=== Data records ===
<<<<

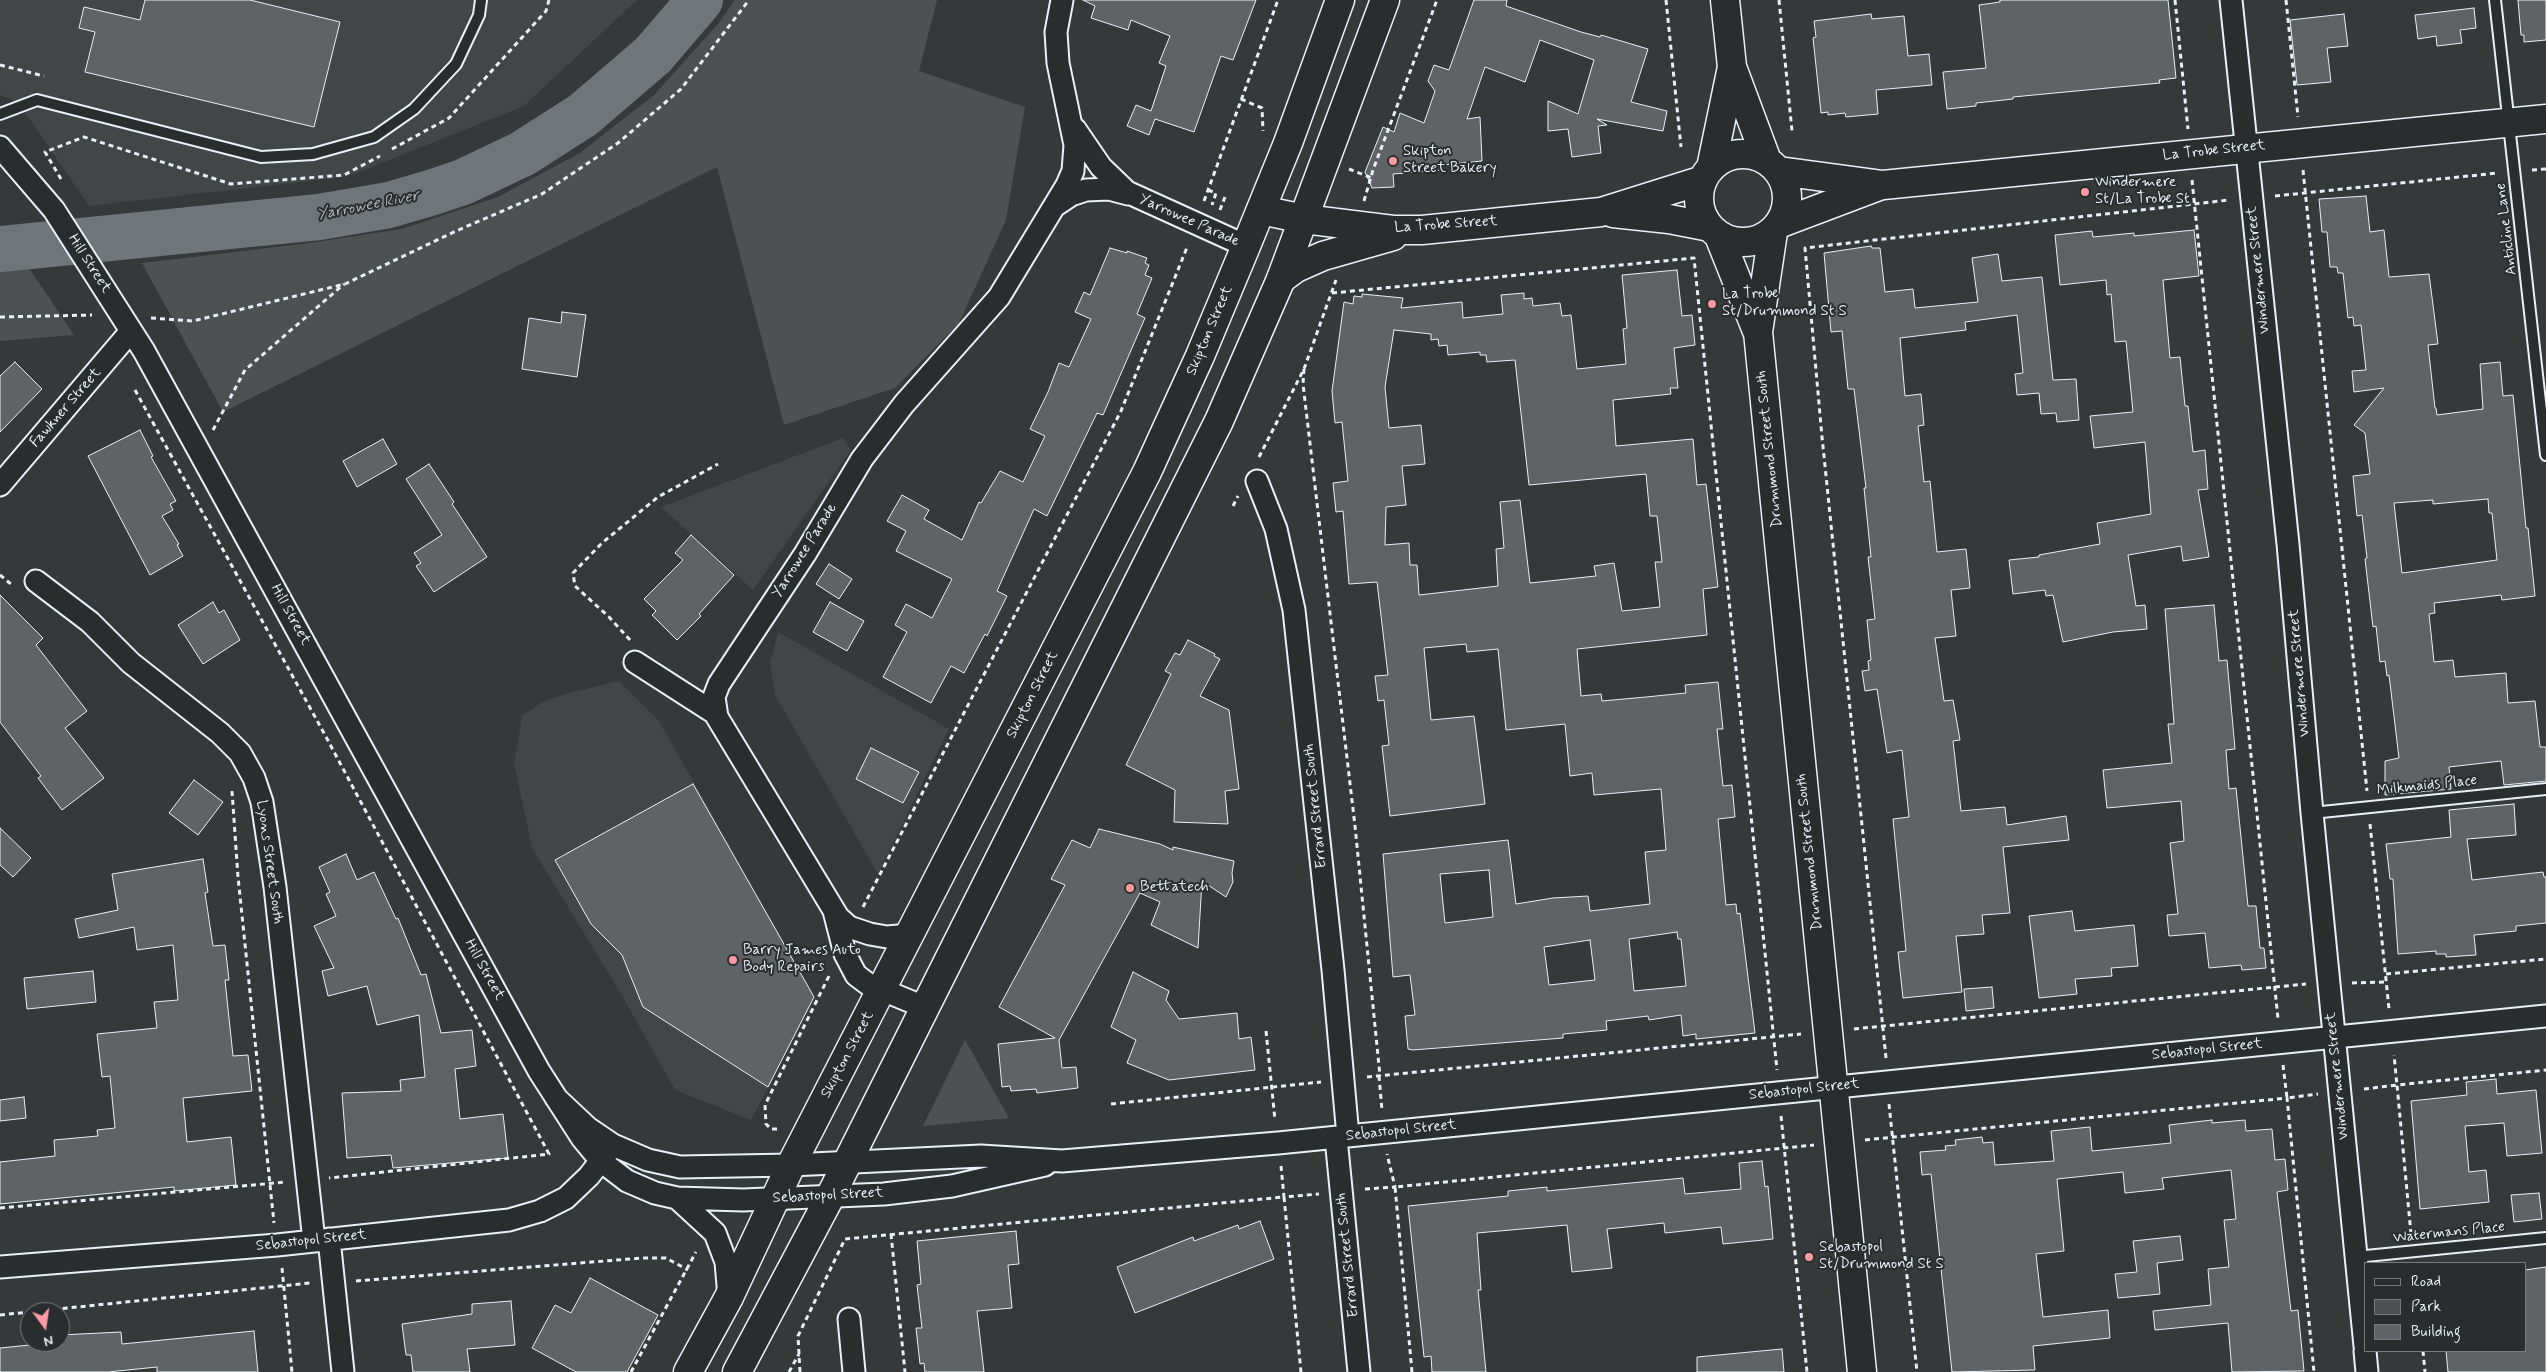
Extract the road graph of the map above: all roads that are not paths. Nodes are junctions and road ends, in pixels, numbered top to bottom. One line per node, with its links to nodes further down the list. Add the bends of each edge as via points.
1 (481, 0): 10 (lane, via 479,15 456,64 414,109 374,137 313,154 261,156 38,100)
2 (1062, 0): 9 (street, Yarrowee Parade, via 1056,44)
3 (1340, 0): 19 (main road, Skipton Street)
4 (1385, 0): 22 (main road)
5 (1725, 0): 8 (main road)
6 (2231, 0): 14 (street, Windermere Street)
7 (2495, 0): 12 (lane, Anticline Lane)
8 (1732, 67): 15 (main road); 16 (main road)
9 (1067, 111): 18 (street, Yarrowee Parade, via 1094,159 1118,185); 21 (street, Yarrowee Parade, via 1074,136 1074,163 1067,185)
10 (0, 114)
11 (2546, 119): 12 (main road, La Trobe Street)
12 (2509, 123): 14 (main road, La Trobe Street); 30 (lane, Anticline Lane)
13 (0, 147): 28 (street, Hill Street, via 54,210 95,274)
14 (2248, 148): 17 (main road, La Trobe Street); 38 (street, Windermere Street)
15 (1773, 166): 16 (main road, via 1753,154 1738,154 1723,159); 17 (main road, La Trobe Street); 23 (main road, via 1785,183 1788,196 1786,210)
16 (1707, 174): 20 (main road, La Trobe Street); 24 (main road, via 1699,192 1699,204)
17 (1883, 185): 23 (main road, La Trobe Street)
18 (1133, 195): 21 (street, Yarrowee Parade, via 1086,190 1061,200); 26 (street, Yarrowee Parade)
19 (1261, 210): 22 (main road, La Trobe Street); 26 (main road, Skipton Street)
20 (1602, 212): 24 (main road, La Trobe Street, via 1670,219); 25 (main road, La Trobe Street)
21 (1049, 213): 36 (street, Yarrowee Parade, via 999,297 904,404 857,467 805,554 719,684 714,697)
22 (1304, 219): 25 (main road, La Trobe Street); 27 (main road)
23 (1777, 227): 24 (main road, via 1760,239 1746,243 1732,242); 29 (main road, Drummond Street South)
24 (1714, 232): 29 (main road, Drummond Street South)
25 (1351, 237): 27 (main road)
26 (1246, 246): 40 (main road, Skipton Street, via 1147,472)
27 (1281, 279): 42 (main road, via 1219,421)
28 (139, 324): 32 (street, Fawkner Street); 46 (street, Hill Street, via 200,452)
29 (1758, 332): 45 (main road, Drummond Street South)
30 (2541, 344): 31 (lane, Anticline Lane)
31 (2546, 456)
32 (0, 484)
33 (1249, 486): 47 (street, Errard Street South, via 1276,529 1294,610 1343,1080)
34 (36, 581): 56 (street, Lyons Street South, via 90,622 131,663 220,733 240,753 254,778 262,802)
35 (637, 663): 36 (street)
36 (716, 714): 39 (street)
37 (2546, 789): 38 (lane, Milkmaids Place)
38 (2312, 813): 44 (street, Windermere Street)
39 (834, 910): 40 (street, via 842,922 853,928 887,937); 41 (street, via 843,948 856,975)
40 (910, 935): 41 (main road, Skipton Street)
41 (882, 991): 42 (street); 51 (main road, Skipton Street)
42 (924, 1007): 49 (main road)
43 (2546, 1016): 44 (street, Sebastopol Street)
44 (2334, 1036): 45 (street, Sebastopol Street); 57 (street, Windermere Street)
45 (1833, 1088): 47 (street, Sebastopol Street); 68 (main road, Drummond Street South)
46 (556, 1098): 48 (street, Sebastopol Street, via 582,1138)
47 (1342, 1137): 50 (street, Sebastopol Street); 67 (street, Errard Street South)
48 (607, 1153): 51 (street, Sebastopol Street, via 680,1167); 53 (street, Sebastopol Street, via 636,1186); 56 (street, Sebastopol Street, via 573,1193 559,1203 527,1216)
49 (847, 1161): 50 (street, Sebastopol Street, via 981,1156); 51 (street, Sebastopol Street); 52 (main road)
50 (1062, 1161): 52 (street, Sebastopol Street, via 952,1186)
51 (791, 1165): 54 (main road, Skipton Street)
52 (830, 1197): 54 (street, Sebastopol Street); 65 (main road)
53 (677, 1198): 54 (street, Sebastopol Street); 59 (street, via 715,1233 726,1262)
54 (773, 1200): 59 (main road, Skipton Street)
55 (2546, 1238): 57 (lane, Watermans Place)
56 (322, 1240): 58 (street, Sebastopol Street); 63 (street, Lyons Street South, via 334,1282)
57 (2356, 1257): 61 (street, Windermere Street)
58 (0, 1267)
59 (729, 1297): 64 (main road, Skipton Street)
60 (849, 1319): 66 (street)
61 (2364, 1336)
62 (2365, 1352): 69 (street)
63 (343, 1372)
64 (688, 1372)
65 (737, 1372)
66 (854, 1372)
67 (1359, 1372)
68 (1862, 1372)
69 (2367, 1372)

>>>>

=== TASK BRIEF ===
Restate the data above word for word, omitting every picture.

=== WRITTEN SOLUTION ===
Extract the road graph of the map above: all roads that are not paths. Nodes are junctions and road ends, in pixels, numbered top to bottom. One line per node, with its links to nodes further down the list. Add the bends of each edge as via points.
1 (481, 0): 10 (lane, via 479,15 456,64 414,109 374,137 313,154 261,156 38,100)
2 (1062, 0): 9 (street, Yarrowee Parade, via 1056,44)
3 (1340, 0): 19 (main road, Skipton Street)
4 (1385, 0): 22 (main road)
5 (1725, 0): 8 (main road)
6 (2231, 0): 14 (street, Windermere Street)
7 (2495, 0): 12 (lane, Anticline Lane)
8 (1732, 67): 15 (main road); 16 (main road)
9 (1067, 111): 18 (street, Yarrowee Parade, via 1094,159 1118,185); 21 (street, Yarrowee Parade, via 1074,136 1074,163 1067,185)
10 (0, 114)
11 (2546, 119): 12 (main road, La Trobe Street)
12 (2509, 123): 14 (main road, La Trobe Street); 30 (lane, Anticline Lane)
13 (0, 147): 28 (street, Hill Street, via 54,210 95,274)
14 (2248, 148): 17 (main road, La Trobe Street); 38 (street, Windermere Street)
15 (1773, 166): 16 (main road, via 1753,154 1738,154 1723,159); 17 (main road, La Trobe Street); 23 (main road, via 1785,183 1788,196 1786,210)
16 (1707, 174): 20 (main road, La Trobe Street); 24 (main road, via 1699,192 1699,204)
17 (1883, 185): 23 (main road, La Trobe Street)
18 (1133, 195): 21 (street, Yarrowee Parade, via 1086,190 1061,200); 26 (street, Yarrowee Parade)
19 (1261, 210): 22 (main road, La Trobe Street); 26 (main road, Skipton Street)
20 (1602, 212): 24 (main road, La Trobe Street, via 1670,219); 25 (main road, La Trobe Street)
21 (1049, 213): 36 (street, Yarrowee Parade, via 999,297 904,404 857,467 805,554 719,684 714,697)
22 (1304, 219): 25 (main road, La Trobe Street); 27 (main road)
23 (1777, 227): 24 (main road, via 1760,239 1746,243 1732,242); 29 (main road, Drummond Street South)
24 (1714, 232): 29 (main road, Drummond Street South)
25 (1351, 237): 27 (main road)
26 (1246, 246): 40 (main road, Skipton Street, via 1147,472)
27 (1281, 279): 42 (main road, via 1219,421)
28 (139, 324): 32 (street, Fawkner Street); 46 (street, Hill Street, via 200,452)
29 (1758, 332): 45 (main road, Drummond Street South)
30 (2541, 344): 31 (lane, Anticline Lane)
31 (2546, 456)
32 (0, 484)
33 (1249, 486): 47 (street, Errard Street South, via 1276,529 1294,610 1343,1080)
34 (36, 581): 56 (street, Lyons Street South, via 90,622 131,663 220,733 240,753 254,778 262,802)
35 (637, 663): 36 (street)
36 (716, 714): 39 (street)
37 (2546, 789): 38 (lane, Milkmaids Place)
38 (2312, 813): 44 (street, Windermere Street)
39 (834, 910): 40 (street, via 842,922 853,928 887,937); 41 (street, via 843,948 856,975)
40 (910, 935): 41 (main road, Skipton Street)
41 (882, 991): 42 (street); 51 (main road, Skipton Street)
42 (924, 1007): 49 (main road)
43 (2546, 1016): 44 (street, Sebastopol Street)
44 (2334, 1036): 45 (street, Sebastopol Street); 57 (street, Windermere Street)
45 (1833, 1088): 47 (street, Sebastopol Street); 68 (main road, Drummond Street South)
46 (556, 1098): 48 (street, Sebastopol Street, via 582,1138)
47 (1342, 1137): 50 (street, Sebastopol Street); 67 (street, Errard Street South)
48 (607, 1153): 51 (street, Sebastopol Street, via 680,1167); 53 (street, Sebastopol Street, via 636,1186); 56 (street, Sebastopol Street, via 573,1193 559,1203 527,1216)
49 (847, 1161): 50 (street, Sebastopol Street, via 981,1156); 51 (street, Sebastopol Street); 52 (main road)
50 (1062, 1161): 52 (street, Sebastopol Street, via 952,1186)
51 (791, 1165): 54 (main road, Skipton Street)
52 (830, 1197): 54 (street, Sebastopol Street); 65 (main road)
53 (677, 1198): 54 (street, Sebastopol Street); 59 (street, via 715,1233 726,1262)
54 (773, 1200): 59 (main road, Skipton Street)
55 (2546, 1238): 57 (lane, Watermans Place)
56 (322, 1240): 58 (street, Sebastopol Street); 63 (street, Lyons Street South, via 334,1282)
57 (2356, 1257): 61 (street, Windermere Street)
58 (0, 1267)
59 (729, 1297): 64 (main road, Skipton Street)
60 (849, 1319): 66 (street)
61 (2364, 1336)
62 (2365, 1352): 69 (street)
63 (343, 1372)
64 (688, 1372)
65 (737, 1372)
66 (854, 1372)
67 (1359, 1372)
68 (1862, 1372)
69 (2367, 1372)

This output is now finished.